_Records for this exercise_

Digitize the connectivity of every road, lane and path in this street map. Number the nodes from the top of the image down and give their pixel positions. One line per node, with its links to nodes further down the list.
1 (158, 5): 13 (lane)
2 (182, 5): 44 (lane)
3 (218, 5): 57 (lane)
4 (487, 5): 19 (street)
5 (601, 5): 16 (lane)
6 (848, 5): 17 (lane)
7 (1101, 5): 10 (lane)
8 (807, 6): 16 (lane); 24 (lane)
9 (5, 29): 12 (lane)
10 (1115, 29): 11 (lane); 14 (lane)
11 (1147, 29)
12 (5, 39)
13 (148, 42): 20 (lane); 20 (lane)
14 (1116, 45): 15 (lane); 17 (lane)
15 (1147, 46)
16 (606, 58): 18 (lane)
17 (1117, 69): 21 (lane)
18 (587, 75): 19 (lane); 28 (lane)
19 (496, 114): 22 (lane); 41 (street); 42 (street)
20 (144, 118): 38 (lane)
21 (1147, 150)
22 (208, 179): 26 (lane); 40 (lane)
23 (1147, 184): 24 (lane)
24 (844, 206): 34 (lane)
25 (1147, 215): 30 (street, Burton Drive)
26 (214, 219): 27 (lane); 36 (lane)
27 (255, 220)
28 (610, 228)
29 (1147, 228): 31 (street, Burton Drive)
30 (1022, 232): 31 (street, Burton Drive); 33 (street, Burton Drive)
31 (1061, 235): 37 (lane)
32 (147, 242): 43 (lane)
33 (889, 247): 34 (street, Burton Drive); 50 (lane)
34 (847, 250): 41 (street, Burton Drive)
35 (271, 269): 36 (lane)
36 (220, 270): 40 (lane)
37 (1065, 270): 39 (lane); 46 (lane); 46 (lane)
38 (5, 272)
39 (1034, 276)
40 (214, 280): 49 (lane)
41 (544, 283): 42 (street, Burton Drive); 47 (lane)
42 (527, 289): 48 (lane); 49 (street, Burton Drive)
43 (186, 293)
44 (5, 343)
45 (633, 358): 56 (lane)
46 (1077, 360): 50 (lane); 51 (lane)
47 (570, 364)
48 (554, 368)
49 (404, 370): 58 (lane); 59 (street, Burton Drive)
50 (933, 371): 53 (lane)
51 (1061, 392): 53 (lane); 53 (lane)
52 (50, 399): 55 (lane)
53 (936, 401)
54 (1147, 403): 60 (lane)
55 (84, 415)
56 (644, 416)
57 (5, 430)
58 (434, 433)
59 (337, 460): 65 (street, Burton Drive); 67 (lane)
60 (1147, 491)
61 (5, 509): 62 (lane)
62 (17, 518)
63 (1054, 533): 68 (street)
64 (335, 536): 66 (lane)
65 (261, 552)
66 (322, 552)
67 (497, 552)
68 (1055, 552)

_Work instruction_
Repeat the entries word for word. Skip none of them.

_Answer_
Digitize the connectivity of every road, lane and path in this street map. Number the nodes from the top of the image down and give their pixel positions. One line per node, with its links to nodes further down the list.
1 (158, 5): 13 (lane)
2 (182, 5): 44 (lane)
3 (218, 5): 57 (lane)
4 (487, 5): 19 (street)
5 (601, 5): 16 (lane)
6 (848, 5): 17 (lane)
7 (1101, 5): 10 (lane)
8 (807, 6): 16 (lane); 24 (lane)
9 (5, 29): 12 (lane)
10 (1115, 29): 11 (lane); 14 (lane)
11 (1147, 29)
12 (5, 39)
13 (148, 42): 20 (lane); 20 (lane)
14 (1116, 45): 15 (lane); 17 (lane)
15 (1147, 46)
16 (606, 58): 18 (lane)
17 (1117, 69): 21 (lane)
18 (587, 75): 19 (lane); 28 (lane)
19 (496, 114): 22 (lane); 41 (street); 42 (street)
20 (144, 118): 38 (lane)
21 (1147, 150)
22 (208, 179): 26 (lane); 40 (lane)
23 (1147, 184): 24 (lane)
24 (844, 206): 34 (lane)
25 (1147, 215): 30 (street, Burton Drive)
26 (214, 219): 27 (lane); 36 (lane)
27 (255, 220)
28 (610, 228)
29 (1147, 228): 31 (street, Burton Drive)
30 (1022, 232): 31 (street, Burton Drive); 33 (street, Burton Drive)
31 (1061, 235): 37 (lane)
32 (147, 242): 43 (lane)
33 (889, 247): 34 (street, Burton Drive); 50 (lane)
34 (847, 250): 41 (street, Burton Drive)
35 (271, 269): 36 (lane)
36 (220, 270): 40 (lane)
37 (1065, 270): 39 (lane); 46 (lane); 46 (lane)
38 (5, 272)
39 (1034, 276)
40 (214, 280): 49 (lane)
41 (544, 283): 42 (street, Burton Drive); 47 (lane)
42 (527, 289): 48 (lane); 49 (street, Burton Drive)
43 (186, 293)
44 (5, 343)
45 (633, 358): 56 (lane)
46 (1077, 360): 50 (lane); 51 (lane)
47 (570, 364)
48 (554, 368)
49 (404, 370): 58 (lane); 59 (street, Burton Drive)
50 (933, 371): 53 (lane)
51 (1061, 392): 53 (lane); 53 (lane)
52 (50, 399): 55 (lane)
53 (936, 401)
54 (1147, 403): 60 (lane)
55 (84, 415)
56 (644, 416)
57 (5, 430)
58 (434, 433)
59 (337, 460): 65 (street, Burton Drive); 67 (lane)
60 (1147, 491)
61 (5, 509): 62 (lane)
62 (17, 518)
63 (1054, 533): 68 (street)
64 (335, 536): 66 (lane)
65 (261, 552)
66 (322, 552)
67 (497, 552)
68 (1055, 552)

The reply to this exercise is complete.